In [1]:
# Autoreload packages that are modified
%load_ext autoreload
%autoreload 2

from datetime import datetime, timedelta
import glob
import os
import sys
import time

import h5py
import matplotlib.pyplot as plt
import numpy as np
import pandas as pd
import seaborn as sns
import tensorflow as tf
import tensorflow_probability as tfp
tfb = tfp.bijectors
tfd = tfp.distributions
tfk = tfp.math.psd_kernels

os.environ["CUDA_VISIBLE_DEVICES"]="3"

cwd = os.getcwd()
sys.path.append(f"{cwd}/forecast_rodeo")
sys.path.append(f"{cwd}/forecast_rodeo/src/experiments")
from experiments_util import get_target_date, month_day_subset
from stepwise_util import default_stepwise_candidate_predictors

In [2]:
# #https://stackoverflow.com/questions/43147983/could-not-create-cudnn-handle-cudnn-status-internal-error
# physical_devices = tf.config.experimental.list_physical_devices('GPU')
# assert len(physical_devices) > 0, "Not enough GPU hardware devices available"
# config = tf.config.experimental.set_memory_growth(physical_devices[0], True)

In [3]:
target = "contest_tmp2m" # "contest_precip" or "contest_tmp2m"
target_horizon = "34w" # "34w" or "56w"

data_path = os.path.expanduser("forecast_rodeo/results/regression/shared")
data_matrices_folder = f"{target}_{target_horizon}"
fs = glob.glob(f"{data_path}/{data_matrices_folder}/*.h5")
print(fs)
lat_lon_date_data_file = fs[0]
date_data_file = fs[1]

['forecast_rodeo/results/regression/shared/contest_tmp2m_34w/lat_lon_date_data-contest_tmp2m_34w.h5', 'forecast_rodeo/results/regression/shared/contest_tmp2m_34w/date_data-contest_tmp2m_34w.h5']

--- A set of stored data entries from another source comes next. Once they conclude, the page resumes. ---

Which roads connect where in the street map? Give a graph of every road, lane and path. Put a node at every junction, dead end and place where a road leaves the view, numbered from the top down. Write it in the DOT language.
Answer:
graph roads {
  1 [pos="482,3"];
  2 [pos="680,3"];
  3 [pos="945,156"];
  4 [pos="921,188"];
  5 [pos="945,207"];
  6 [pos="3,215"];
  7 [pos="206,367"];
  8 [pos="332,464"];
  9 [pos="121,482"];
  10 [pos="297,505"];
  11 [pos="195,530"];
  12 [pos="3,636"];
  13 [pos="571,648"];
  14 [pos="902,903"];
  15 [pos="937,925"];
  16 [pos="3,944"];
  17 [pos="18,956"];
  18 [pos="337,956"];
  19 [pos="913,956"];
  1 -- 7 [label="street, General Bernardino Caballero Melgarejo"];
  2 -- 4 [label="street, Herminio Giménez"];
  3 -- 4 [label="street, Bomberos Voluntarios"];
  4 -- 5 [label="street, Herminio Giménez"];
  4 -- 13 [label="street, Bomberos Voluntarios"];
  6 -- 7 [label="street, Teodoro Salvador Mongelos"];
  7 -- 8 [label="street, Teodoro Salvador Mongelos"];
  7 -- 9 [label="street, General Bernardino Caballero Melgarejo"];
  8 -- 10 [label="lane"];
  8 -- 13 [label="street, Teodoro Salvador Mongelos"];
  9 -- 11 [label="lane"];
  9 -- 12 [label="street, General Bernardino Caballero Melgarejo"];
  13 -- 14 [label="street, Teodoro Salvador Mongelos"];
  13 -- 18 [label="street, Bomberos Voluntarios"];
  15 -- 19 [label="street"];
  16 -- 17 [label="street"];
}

## Define dates of interest for prediction

In [4]:
submission_dates = [datetime(y,4,18)+timedelta(14*i) for y in range(2011,2018) for i in range(26)]
submission_dates = ['{}{:02d}{:02d}'.format(date.year, date.month, date.day) for date in submission_dates]
target_date_objs = [get_target_date(submission_date_str, target_horizon) for submission_date_str in submission_dates]
target_dates = ['{}{:02d}{:02d}'.format(date.year, date.month, date.day) for date in target_date_objs]

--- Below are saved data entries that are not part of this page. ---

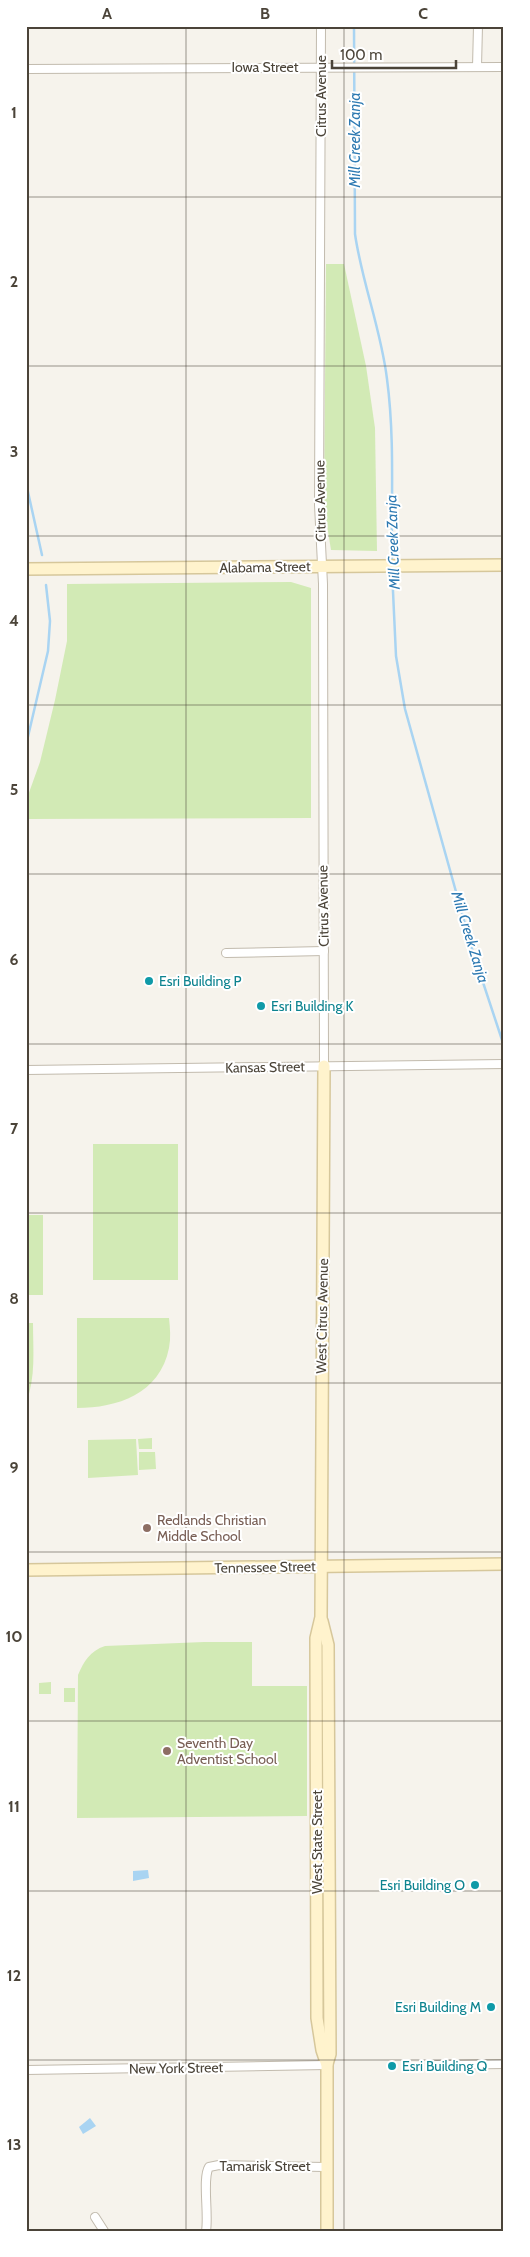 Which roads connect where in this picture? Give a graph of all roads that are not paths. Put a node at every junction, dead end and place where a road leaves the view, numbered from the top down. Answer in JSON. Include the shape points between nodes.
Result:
{"nodes":[{"id":1,"x":321,"y":26,"type":"edge"},
{"id":2,"x":478,"y":26,"type":"edge"},
{"id":3,"x":321,"y":67,"type":"junction"},
{"id":4,"x":477,"y":67,"type":"junction"},
{"id":5,"x":504,"y":67,"type":"edge"},
{"id":6,"x":26,"y":69,"type":"edge"},
{"id":7,"x":504,"y":565,"type":"edge"},
{"id":8,"x":322,"y":566,"type":"junction"},
{"id":9,"x":26,"y":569,"type":"edge"},
{"id":10,"x":324,"y":951,"type":"junction"},
{"id":11,"x":226,"y":952,"type":"dead end"},
{"id":12,"x":504,"y":1064,"type":"edge"},
{"id":13,"x":324,"y":1066,"type":"junction"},
{"id":14,"x":26,"y":1070,"type":"edge"},
{"id":15,"x":504,"y":1564,"type":"edge"},
{"id":16,"x":320,"y":1566,"type":"junction"},
{"id":17,"x":26,"y":1570,"type":"edge"},
{"id":18,"x":504,"y":2064,"type":"edge"},
{"id":19,"x":326,"y":2065,"type":"junction"},
{"id":20,"x":436,"y":2065,"type":"dead end"},
{"id":21,"x":26,"y":2070,"type":"edge"},
{"id":22,"x":325,"y":2167,"type":"junction"},
{"id":23,"x":95,"y":2217,"type":"dead end"},
{"id":24,"x":104,"y":2231,"type":"edge"},
{"id":25,"x":206,"y":2231,"type":"edge"},
{"id":26,"x":327,"y":2231,"type":"edge"}],
"edges":[{"from":1,"to":3,"type":"street","name":"Citrus Avenue"},
{"from":2,"to":4,"type":"street"},
{"from":3,"to":4,"type":"street","name":"Iowa Street"},
{"from":3,"to":6,"type":"street","name":"Iowa Street"},
{"from":3,"to":8,"type":"street","name":"Citrus Avenue","via":[[319,506]]},
{"from":4,"to":5,"type":"street","name":"Iowa Street"},
{"from":7,"to":8,"type":"street","name":"Alabama Street"},
{"from":8,"to":9,"type":"street","name":"Alabama Street"},
{"from":8,"to":10,"type":"street","name":"Citrus Avenue"},
{"from":10,"to":11,"type":"street"},
{"from":10,"to":13,"type":"street","name":"Citrus Avenue"},
{"from":12,"to":13,"type":"street","name":"Kansas Street"},
{"from":13,"to":14,"type":"street","name":"Kansas Street"},
{"from":13,"to":16,"type":"street","name":"West Citrus Avenue"},
{"from":15,"to":16,"type":"street","name":"Tennessee Street"},
{"from":16,"to":17,"type":"street","name":"Tennessee Street"},
{"from":16,"to":19,"type":"street","name":"West State Street","via":[[321,1617],[328,1644],[330,2054]]},
{"from":18,"to":20,"type":"street"},
{"from":19,"to":21,"type":"street","name":"New York Street"},
{"from":19,"to":22,"type":"street","name":"West State Street"},
{"from":22,"to":25,"type":"street","name":"Tamarisk Street","via":[[219,2165],[209,2168],[205,2182]]},
{"from":22,"to":26,"type":"street","name":"West State Street"},
{"from":23,"to":24,"type":"street"}]}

# for submission_date, target_date in zip(submission_dates, target_dates):
#     print(f"submission date: {submission_date}, target date: {target_date}")
    
submission_date = submission_dates[0]
target_date_obj = target_date_objs[0]
target_date = target_dates[0]
    
print(f"submission date: {submission_date}, target date: {target_date}")

# some vars
gt_col = target.split('_')[-1]  # 'tmp2m'
clim_col = f"{gt_col}_clim"     # 'tmp2m_clim'
anom_col = f"{gt_col}_anom"     # 'tmp2m_anom'
base_col = 'zeros'
group_by_cols = ['lat', 'lon']
first_train_year = 1978 # use 1948 for precip, 1978 for temp
start_delta = 29 # 29 for 34w or 43 for 56w
last_train_date = target_date_obj - timedelta(start_delta)
print(f"submission date: {submission_date}")
print(f"last train date: {last_train_date}")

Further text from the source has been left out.